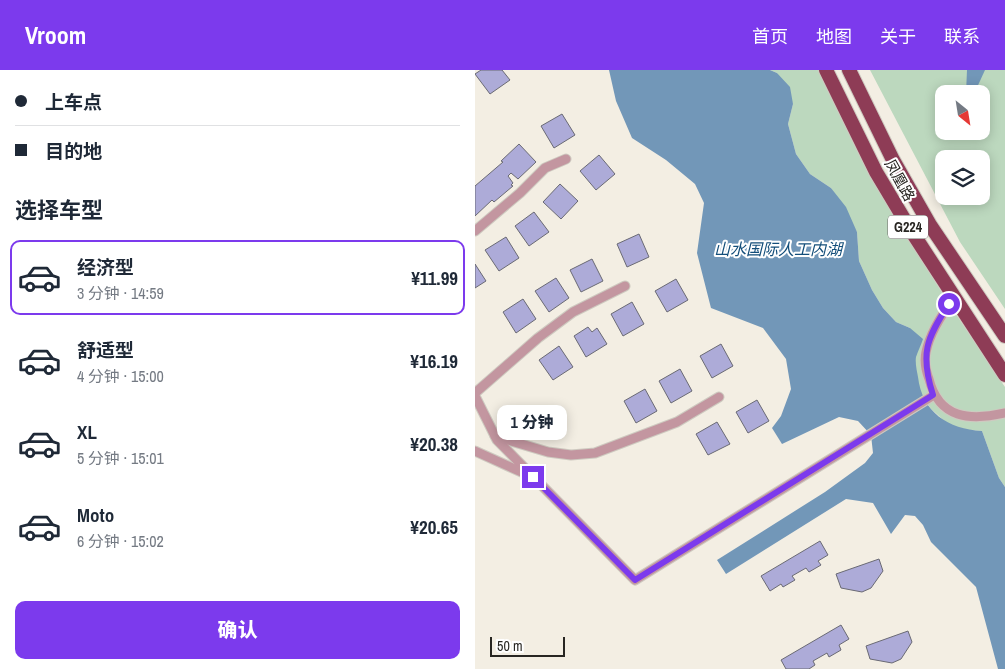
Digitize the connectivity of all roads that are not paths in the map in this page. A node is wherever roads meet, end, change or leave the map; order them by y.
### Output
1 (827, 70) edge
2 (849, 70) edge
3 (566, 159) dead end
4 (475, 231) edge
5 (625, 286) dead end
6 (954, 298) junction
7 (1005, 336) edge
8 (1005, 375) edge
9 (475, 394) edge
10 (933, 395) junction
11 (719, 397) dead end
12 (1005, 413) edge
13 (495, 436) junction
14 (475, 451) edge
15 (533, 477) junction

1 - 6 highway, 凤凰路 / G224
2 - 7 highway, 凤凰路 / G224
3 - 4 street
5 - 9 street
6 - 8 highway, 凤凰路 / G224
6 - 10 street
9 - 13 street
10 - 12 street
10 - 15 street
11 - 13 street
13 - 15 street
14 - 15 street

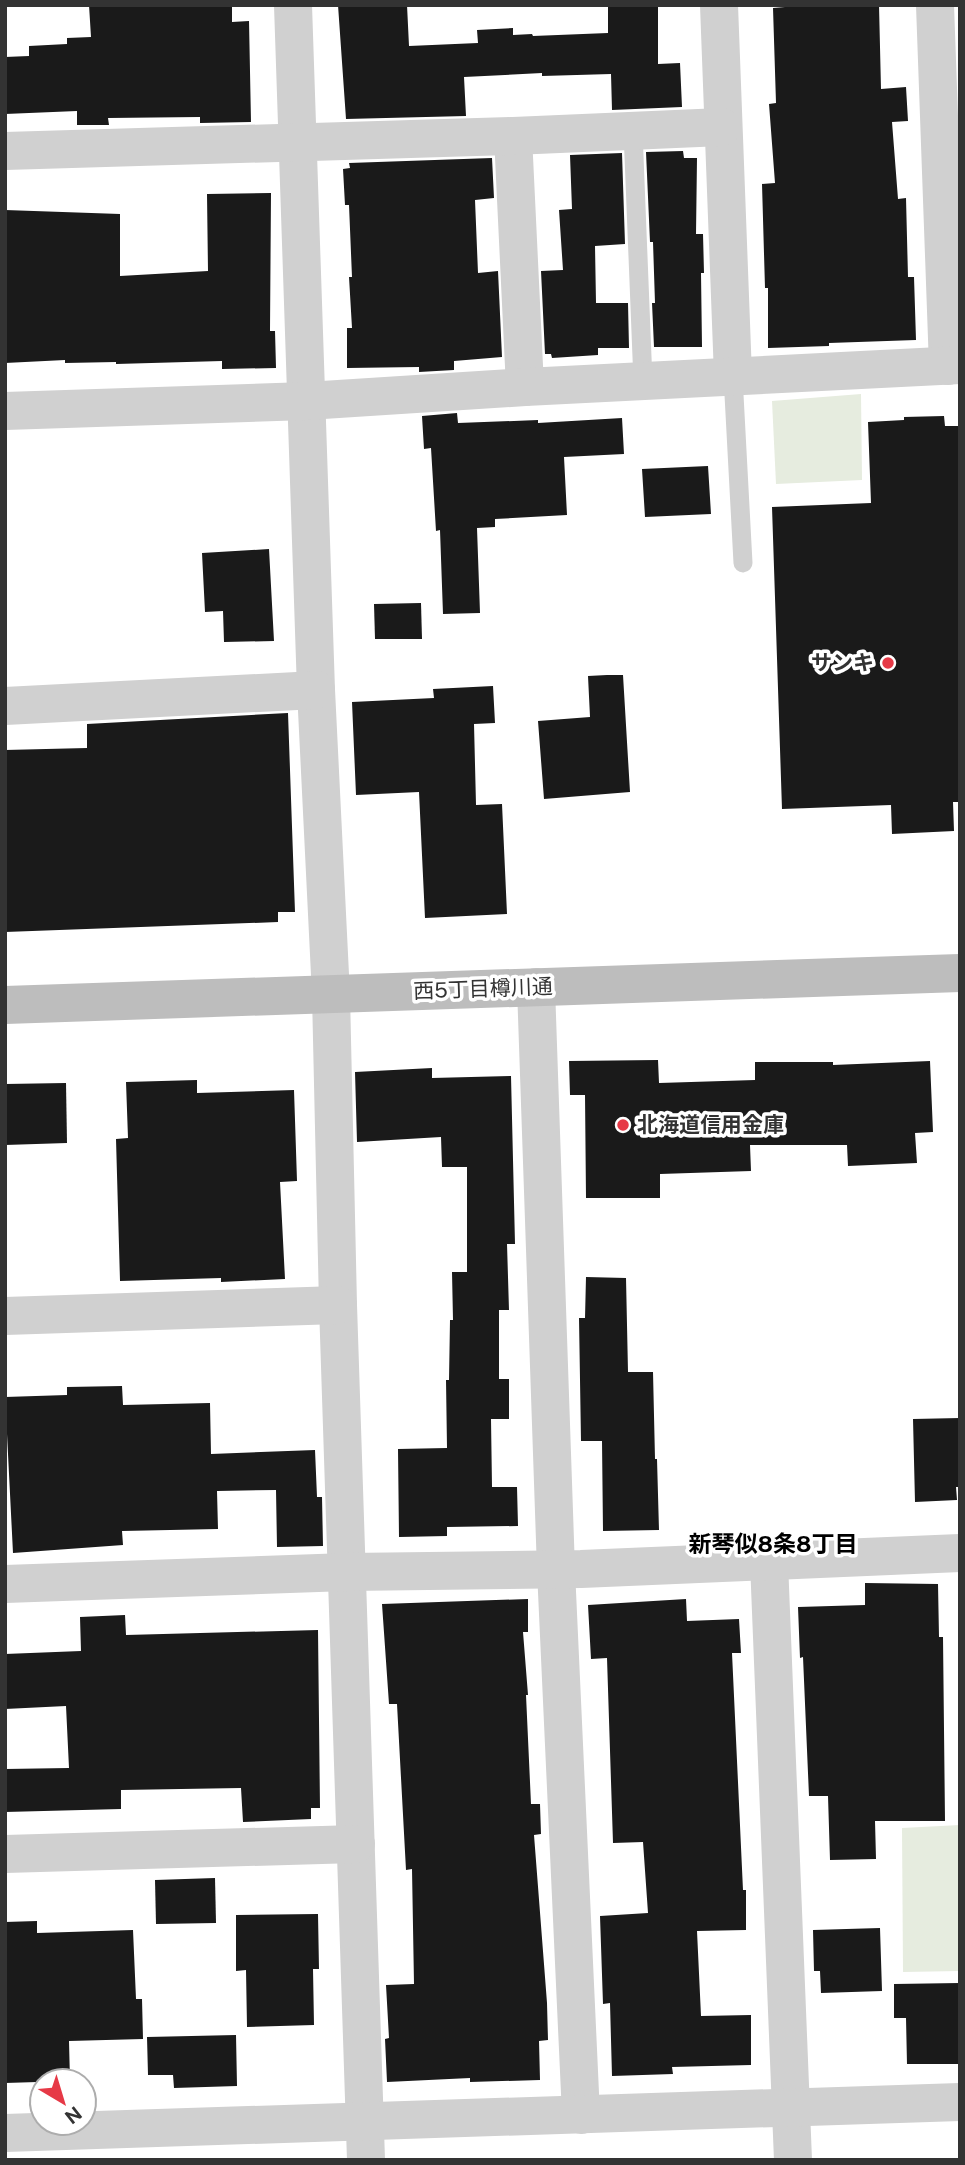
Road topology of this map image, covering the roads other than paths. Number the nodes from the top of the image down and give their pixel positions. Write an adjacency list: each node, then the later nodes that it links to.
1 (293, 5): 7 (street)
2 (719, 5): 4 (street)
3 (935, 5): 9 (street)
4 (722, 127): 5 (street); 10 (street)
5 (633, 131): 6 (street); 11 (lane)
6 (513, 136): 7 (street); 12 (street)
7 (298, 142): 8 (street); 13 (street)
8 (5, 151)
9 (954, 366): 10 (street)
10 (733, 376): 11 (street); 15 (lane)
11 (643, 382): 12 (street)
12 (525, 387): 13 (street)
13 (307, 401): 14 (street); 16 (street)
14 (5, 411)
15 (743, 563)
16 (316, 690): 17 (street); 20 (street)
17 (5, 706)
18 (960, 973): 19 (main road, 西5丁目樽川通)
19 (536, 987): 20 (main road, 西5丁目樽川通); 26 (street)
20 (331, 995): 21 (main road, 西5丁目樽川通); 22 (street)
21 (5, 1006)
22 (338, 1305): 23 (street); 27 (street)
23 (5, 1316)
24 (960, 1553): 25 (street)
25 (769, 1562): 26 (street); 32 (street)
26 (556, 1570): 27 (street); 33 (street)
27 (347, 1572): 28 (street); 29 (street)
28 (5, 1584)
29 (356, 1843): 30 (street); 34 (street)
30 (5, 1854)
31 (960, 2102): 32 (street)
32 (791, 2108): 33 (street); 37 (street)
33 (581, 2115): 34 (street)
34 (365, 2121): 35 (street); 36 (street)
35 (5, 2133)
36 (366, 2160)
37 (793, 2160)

▶ [YOUR OBJECTIVE]
Repeat all the material exactly, but keep pictures out of the copy.

▶ [EXERCISE RESPONSE]
Digitize the connectivity of all roads that are not paths in the map in this page. A node is wherever roads meet, end, change or leave the map; order them by y.
### Output
1 (827, 70) edge
2 (849, 70) edge
3 (566, 159) dead end
4 (475, 231) edge
5 (625, 286) dead end
6 (954, 298) junction
7 (1005, 336) edge
8 (1005, 375) edge
9 (475, 394) edge
10 (933, 395) junction
11 (719, 397) dead end
12 (1005, 413) edge
13 (495, 436) junction
14 (475, 451) edge
15 (533, 477) junction

1 - 6 highway, 凤凰路 / G224
2 - 7 highway, 凤凰路 / G224
3 - 4 street
5 - 9 street
6 - 8 highway, 凤凰路 / G224
6 - 10 street
9 - 13 street
10 - 12 street
10 - 15 street
11 - 13 street
13 - 15 street
14 - 15 street

Road topology of this map image, covering the roads other than paths. Number the nodes from the top of the image down and give their pixel positions. Write an adjacency list: each node, then the later nodes that it links to.
1 (293, 5): 7 (street)
2 (719, 5): 4 (street)
3 (935, 5): 9 (street)
4 (722, 127): 5 (street); 10 (street)
5 (633, 131): 6 (street); 11 (lane)
6 (513, 136): 7 (street); 12 (street)
7 (298, 142): 8 (street); 13 (street)
8 (5, 151)
9 (954, 366): 10 (street)
10 (733, 376): 11 (street); 15 (lane)
11 (643, 382): 12 (street)
12 (525, 387): 13 (street)
13 (307, 401): 14 (street); 16 (street)
14 (5, 411)
15 (743, 563)
16 (316, 690): 17 (street); 20 (street)
17 (5, 706)
18 (960, 973): 19 (main road, 西5丁目樽川通)
19 (536, 987): 20 (main road, 西5丁目樽川通); 26 (street)
20 (331, 995): 21 (main road, 西5丁目樽川通); 22 (street)
21 (5, 1006)
22 (338, 1305): 23 (street); 27 (street)
23 (5, 1316)
24 (960, 1553): 25 (street)
25 (769, 1562): 26 (street); 32 (street)
26 (556, 1570): 27 (street); 33 (street)
27 (347, 1572): 28 (street); 29 (street)
28 (5, 1584)
29 (356, 1843): 30 (street); 34 (street)
30 (5, 1854)
31 (960, 2102): 32 (street)
32 (791, 2108): 33 (street); 37 (street)
33 (581, 2115): 34 (street)
34 (365, 2121): 35 (street); 36 (street)
35 (5, 2133)
36 (366, 2160)
37 (793, 2160)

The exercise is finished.